(Stored data)
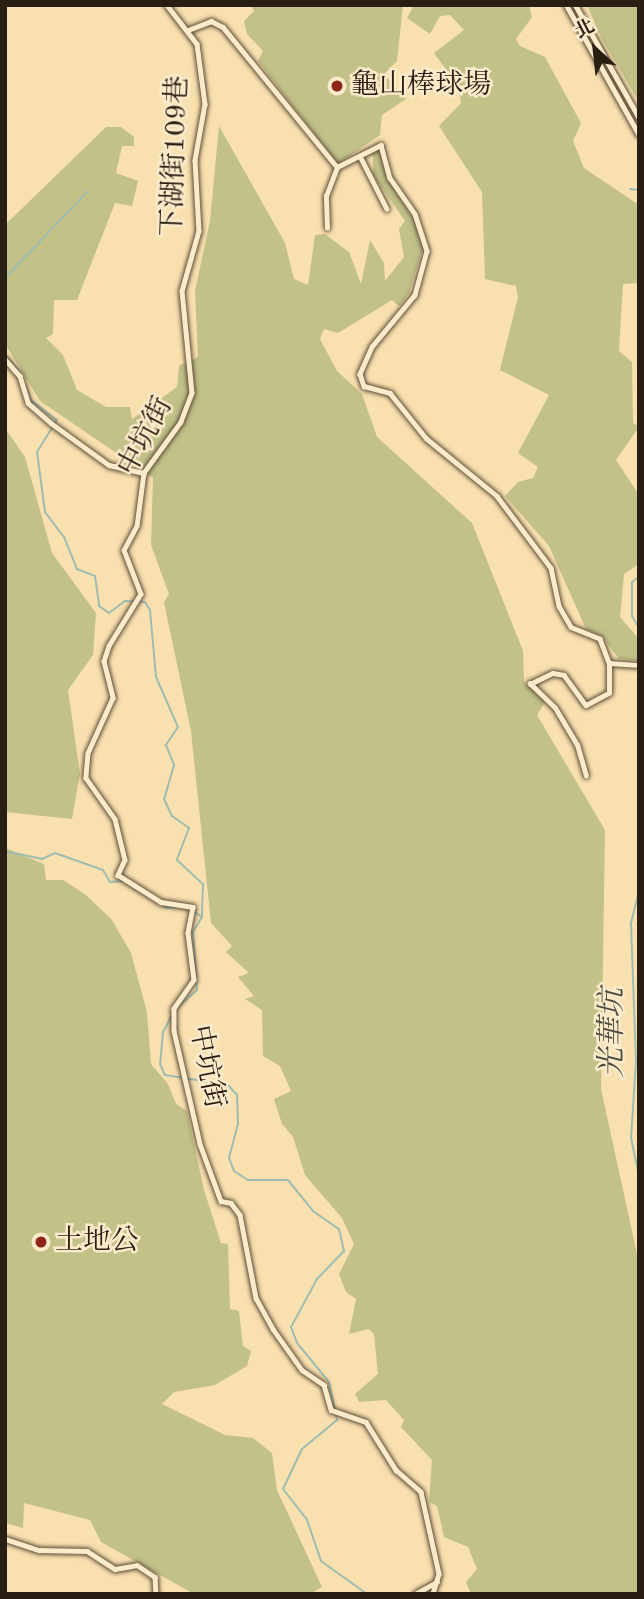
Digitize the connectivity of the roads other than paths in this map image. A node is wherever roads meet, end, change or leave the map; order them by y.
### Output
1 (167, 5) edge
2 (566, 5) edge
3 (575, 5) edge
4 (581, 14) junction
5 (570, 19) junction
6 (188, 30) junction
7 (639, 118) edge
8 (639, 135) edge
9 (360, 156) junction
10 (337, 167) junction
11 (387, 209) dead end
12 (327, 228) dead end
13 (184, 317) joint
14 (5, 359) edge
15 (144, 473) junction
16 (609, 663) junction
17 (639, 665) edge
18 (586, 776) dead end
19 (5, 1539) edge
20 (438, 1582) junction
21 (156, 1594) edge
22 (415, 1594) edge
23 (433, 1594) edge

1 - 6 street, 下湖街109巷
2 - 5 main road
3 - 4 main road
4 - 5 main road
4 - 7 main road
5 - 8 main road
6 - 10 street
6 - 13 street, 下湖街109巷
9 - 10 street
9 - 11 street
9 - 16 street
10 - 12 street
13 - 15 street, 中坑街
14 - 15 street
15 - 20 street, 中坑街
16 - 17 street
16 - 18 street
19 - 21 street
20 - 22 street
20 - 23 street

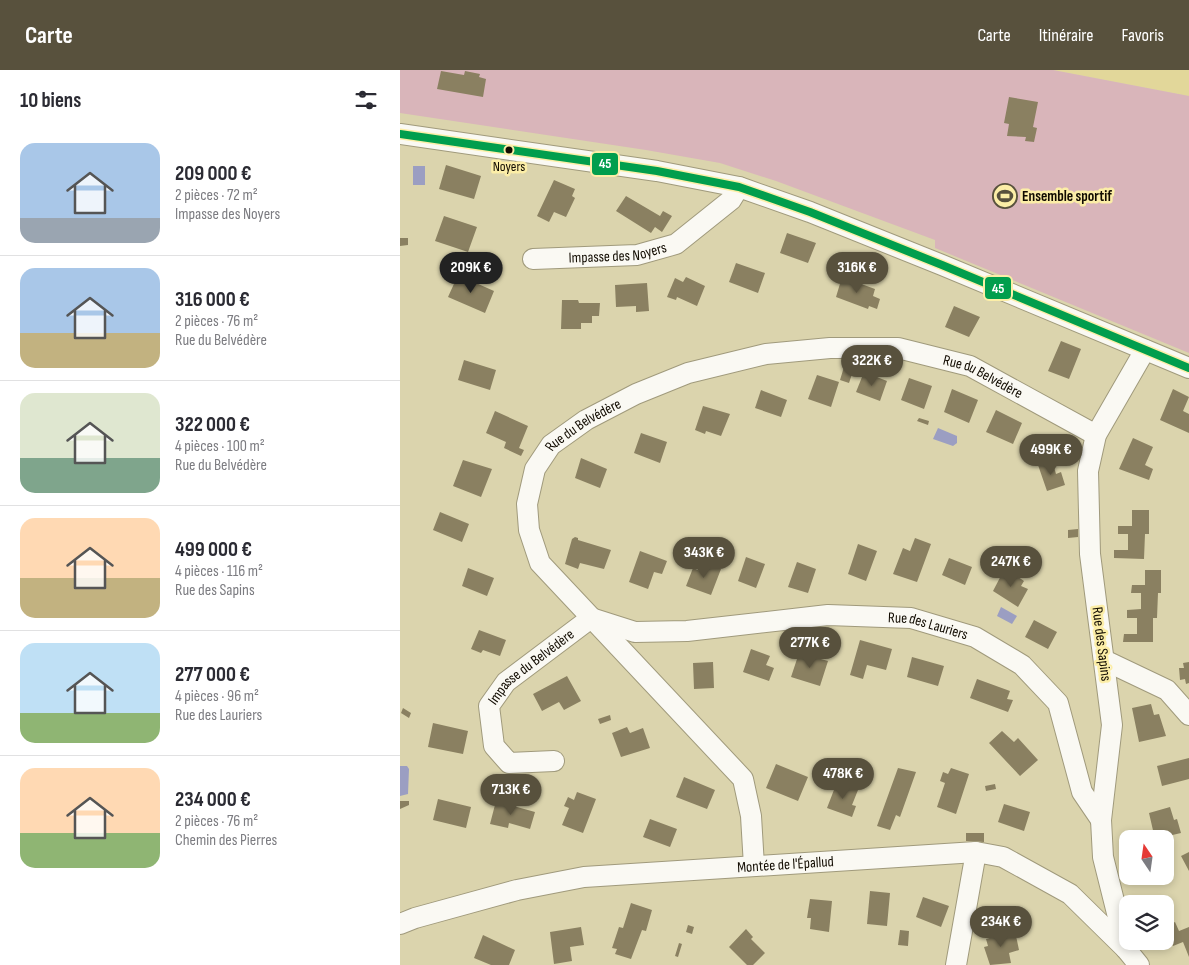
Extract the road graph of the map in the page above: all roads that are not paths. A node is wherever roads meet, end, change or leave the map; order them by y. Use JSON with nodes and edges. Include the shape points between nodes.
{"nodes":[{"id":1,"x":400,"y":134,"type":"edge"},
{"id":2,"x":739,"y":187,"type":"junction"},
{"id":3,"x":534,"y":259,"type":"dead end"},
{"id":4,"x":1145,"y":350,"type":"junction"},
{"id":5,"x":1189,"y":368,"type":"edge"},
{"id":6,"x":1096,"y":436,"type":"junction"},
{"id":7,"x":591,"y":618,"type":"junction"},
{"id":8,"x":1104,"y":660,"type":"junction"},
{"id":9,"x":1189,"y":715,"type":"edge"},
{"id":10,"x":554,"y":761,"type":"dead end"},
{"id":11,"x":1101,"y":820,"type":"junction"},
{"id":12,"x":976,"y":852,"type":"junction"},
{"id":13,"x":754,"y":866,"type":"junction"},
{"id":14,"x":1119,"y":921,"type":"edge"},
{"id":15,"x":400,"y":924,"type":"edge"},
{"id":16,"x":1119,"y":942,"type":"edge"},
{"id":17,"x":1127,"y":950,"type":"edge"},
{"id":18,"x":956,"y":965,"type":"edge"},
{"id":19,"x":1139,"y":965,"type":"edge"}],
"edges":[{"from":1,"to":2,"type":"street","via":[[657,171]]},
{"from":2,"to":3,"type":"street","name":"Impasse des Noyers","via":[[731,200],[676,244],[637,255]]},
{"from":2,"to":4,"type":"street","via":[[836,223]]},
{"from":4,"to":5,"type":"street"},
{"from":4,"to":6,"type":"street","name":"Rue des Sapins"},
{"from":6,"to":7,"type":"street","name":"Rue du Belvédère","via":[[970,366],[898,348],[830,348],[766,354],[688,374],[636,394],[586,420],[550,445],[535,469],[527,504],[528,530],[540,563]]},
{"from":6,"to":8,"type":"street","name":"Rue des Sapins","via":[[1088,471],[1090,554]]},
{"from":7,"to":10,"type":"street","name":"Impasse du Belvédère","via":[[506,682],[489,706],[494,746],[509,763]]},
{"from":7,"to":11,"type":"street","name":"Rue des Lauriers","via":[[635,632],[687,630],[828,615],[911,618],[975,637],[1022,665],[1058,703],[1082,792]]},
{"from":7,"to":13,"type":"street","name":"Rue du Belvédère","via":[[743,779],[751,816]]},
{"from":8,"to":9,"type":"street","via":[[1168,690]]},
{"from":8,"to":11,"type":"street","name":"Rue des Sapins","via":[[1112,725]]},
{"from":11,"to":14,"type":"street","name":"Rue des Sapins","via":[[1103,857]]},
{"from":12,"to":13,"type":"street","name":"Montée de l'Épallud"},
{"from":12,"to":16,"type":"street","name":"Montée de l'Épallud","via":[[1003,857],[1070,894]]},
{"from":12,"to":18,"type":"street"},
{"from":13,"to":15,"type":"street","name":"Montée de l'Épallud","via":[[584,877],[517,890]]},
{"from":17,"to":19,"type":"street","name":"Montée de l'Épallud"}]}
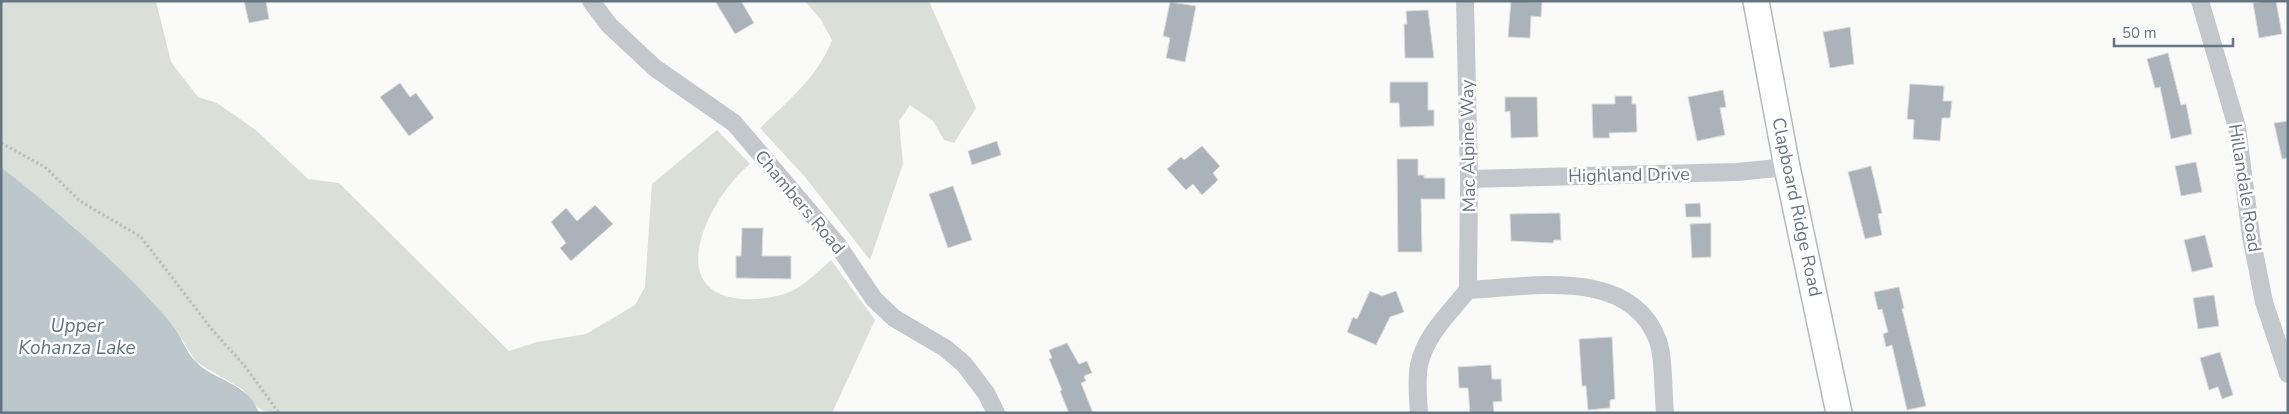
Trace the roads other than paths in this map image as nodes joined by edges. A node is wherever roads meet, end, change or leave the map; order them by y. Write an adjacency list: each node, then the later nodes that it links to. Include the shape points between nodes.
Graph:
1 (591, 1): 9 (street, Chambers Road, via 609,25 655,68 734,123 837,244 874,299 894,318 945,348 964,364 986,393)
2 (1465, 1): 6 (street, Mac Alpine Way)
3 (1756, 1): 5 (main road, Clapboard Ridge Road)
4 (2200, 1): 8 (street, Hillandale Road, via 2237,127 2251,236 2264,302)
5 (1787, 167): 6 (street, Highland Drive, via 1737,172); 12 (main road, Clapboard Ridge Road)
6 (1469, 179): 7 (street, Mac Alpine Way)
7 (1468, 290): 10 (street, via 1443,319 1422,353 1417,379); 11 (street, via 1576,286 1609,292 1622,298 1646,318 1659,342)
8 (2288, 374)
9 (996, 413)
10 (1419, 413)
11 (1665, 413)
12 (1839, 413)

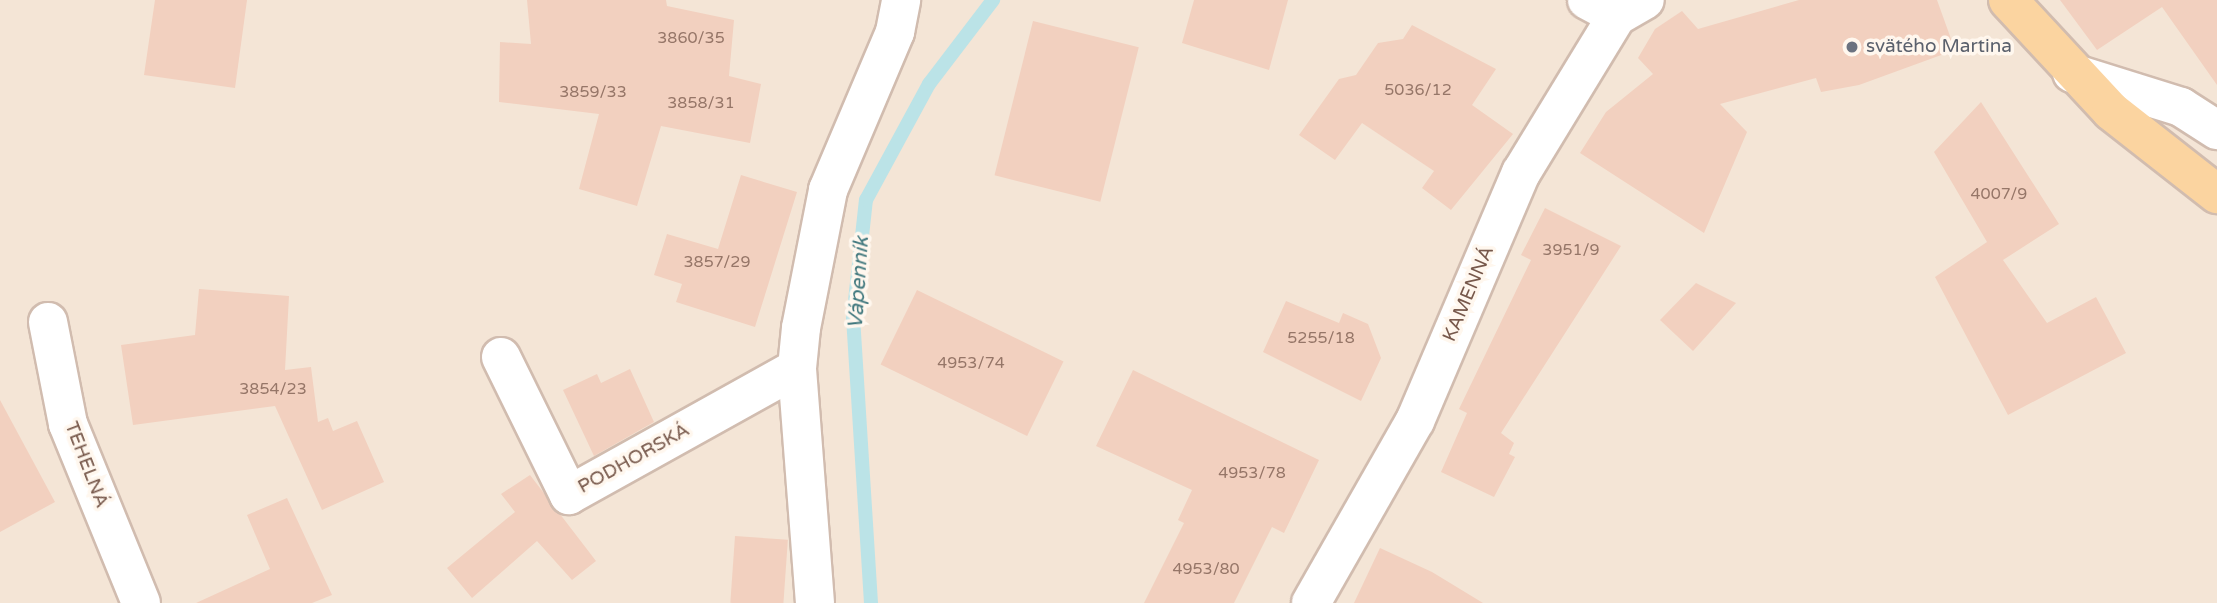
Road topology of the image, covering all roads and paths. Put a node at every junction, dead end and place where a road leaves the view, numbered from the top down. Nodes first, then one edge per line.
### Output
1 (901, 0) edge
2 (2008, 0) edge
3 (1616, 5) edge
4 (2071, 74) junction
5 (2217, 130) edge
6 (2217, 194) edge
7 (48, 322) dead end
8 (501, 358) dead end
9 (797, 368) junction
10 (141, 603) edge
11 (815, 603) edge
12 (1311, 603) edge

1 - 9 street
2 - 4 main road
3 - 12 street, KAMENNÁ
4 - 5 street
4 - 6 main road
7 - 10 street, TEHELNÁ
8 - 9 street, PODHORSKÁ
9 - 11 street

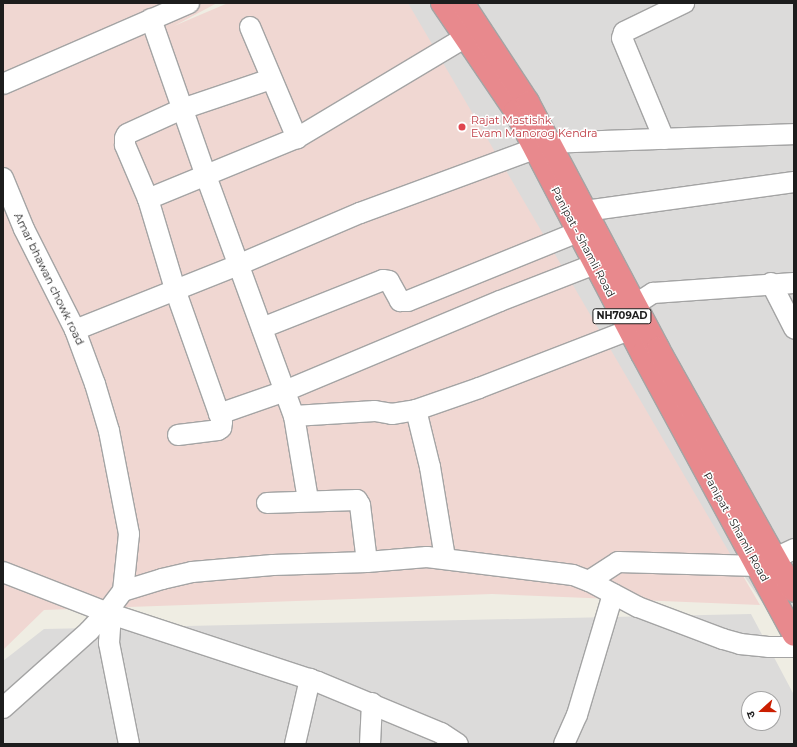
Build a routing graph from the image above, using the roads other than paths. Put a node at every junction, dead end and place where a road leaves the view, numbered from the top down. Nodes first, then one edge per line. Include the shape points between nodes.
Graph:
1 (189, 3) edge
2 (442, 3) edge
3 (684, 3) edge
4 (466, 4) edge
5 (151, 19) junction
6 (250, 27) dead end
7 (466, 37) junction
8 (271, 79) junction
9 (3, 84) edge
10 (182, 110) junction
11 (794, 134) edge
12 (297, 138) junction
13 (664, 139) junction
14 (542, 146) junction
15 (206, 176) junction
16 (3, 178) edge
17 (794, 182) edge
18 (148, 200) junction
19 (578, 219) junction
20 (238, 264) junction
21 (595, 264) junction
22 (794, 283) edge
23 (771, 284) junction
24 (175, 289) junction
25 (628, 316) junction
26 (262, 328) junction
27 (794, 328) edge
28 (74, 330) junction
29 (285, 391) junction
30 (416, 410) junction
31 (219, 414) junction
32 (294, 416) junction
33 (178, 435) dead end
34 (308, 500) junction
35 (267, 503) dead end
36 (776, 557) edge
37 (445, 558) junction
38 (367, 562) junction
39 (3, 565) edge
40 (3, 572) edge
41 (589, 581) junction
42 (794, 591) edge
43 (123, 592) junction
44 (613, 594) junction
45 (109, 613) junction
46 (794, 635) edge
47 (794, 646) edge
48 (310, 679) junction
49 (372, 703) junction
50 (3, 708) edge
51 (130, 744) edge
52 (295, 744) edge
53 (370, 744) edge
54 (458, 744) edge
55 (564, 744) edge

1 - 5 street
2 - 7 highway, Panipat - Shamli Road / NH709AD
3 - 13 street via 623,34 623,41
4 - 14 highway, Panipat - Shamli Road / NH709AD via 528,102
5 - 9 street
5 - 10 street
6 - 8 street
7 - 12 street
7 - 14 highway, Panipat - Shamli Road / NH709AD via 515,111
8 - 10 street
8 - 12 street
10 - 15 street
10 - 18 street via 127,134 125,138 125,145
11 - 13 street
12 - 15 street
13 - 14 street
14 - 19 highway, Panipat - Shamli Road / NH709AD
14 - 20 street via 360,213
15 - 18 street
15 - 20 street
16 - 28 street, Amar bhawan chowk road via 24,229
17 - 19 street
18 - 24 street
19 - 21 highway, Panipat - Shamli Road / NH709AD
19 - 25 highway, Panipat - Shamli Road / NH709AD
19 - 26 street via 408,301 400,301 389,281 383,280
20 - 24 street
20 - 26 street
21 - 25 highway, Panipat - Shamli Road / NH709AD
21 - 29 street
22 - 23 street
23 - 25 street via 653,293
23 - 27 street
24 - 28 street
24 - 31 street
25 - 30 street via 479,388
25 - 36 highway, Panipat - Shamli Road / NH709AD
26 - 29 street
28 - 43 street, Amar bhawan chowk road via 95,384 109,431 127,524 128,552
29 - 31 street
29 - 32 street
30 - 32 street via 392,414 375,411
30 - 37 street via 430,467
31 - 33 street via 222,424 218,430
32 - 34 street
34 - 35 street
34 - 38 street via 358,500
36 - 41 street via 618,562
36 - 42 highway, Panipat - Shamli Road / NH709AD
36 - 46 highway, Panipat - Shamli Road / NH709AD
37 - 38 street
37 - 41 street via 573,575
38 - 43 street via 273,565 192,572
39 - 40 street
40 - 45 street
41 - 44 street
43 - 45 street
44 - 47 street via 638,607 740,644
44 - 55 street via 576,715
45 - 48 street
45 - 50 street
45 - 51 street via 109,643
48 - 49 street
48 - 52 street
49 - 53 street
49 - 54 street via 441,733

▶ _Work instructions_
Would you write out exactly the lines above, starting at the line containing "Trace the roads" and stopping after the line containing "Road topology of"? Omit the pictures.

▶ _Answer to this task_
Trace the roads other than paths in this map image as nodes joined by edges. A node is wherever roads meet, end, change or leave the map; order them by y. Write an adjacency list: each node, then the later nodes that it links to. Include the shape points between nodes.
Graph:
1 (591, 1): 9 (street, Chambers Road, via 609,25 655,68 734,123 837,244 874,299 894,318 945,348 964,364 986,393)
2 (1465, 1): 6 (street, Mac Alpine Way)
3 (1756, 1): 5 (main road, Clapboard Ridge Road)
4 (2200, 1): 8 (street, Hillandale Road, via 2237,127 2251,236 2264,302)
5 (1787, 167): 6 (street, Highland Drive, via 1737,172); 12 (main road, Clapboard Ridge Road)
6 (1469, 179): 7 (street, Mac Alpine Way)
7 (1468, 290): 10 (street, via 1443,319 1422,353 1417,379); 11 (street, via 1576,286 1609,292 1622,298 1646,318 1659,342)
8 (2288, 374)
9 (996, 413)
10 (1419, 413)
11 (1665, 413)
12 (1839, 413)

Road topology of the image, covering all roads and paths. Put a node at every junction, dead end and place where a road leaves the view, numbered from the top down. Nodes first, then one edge per line.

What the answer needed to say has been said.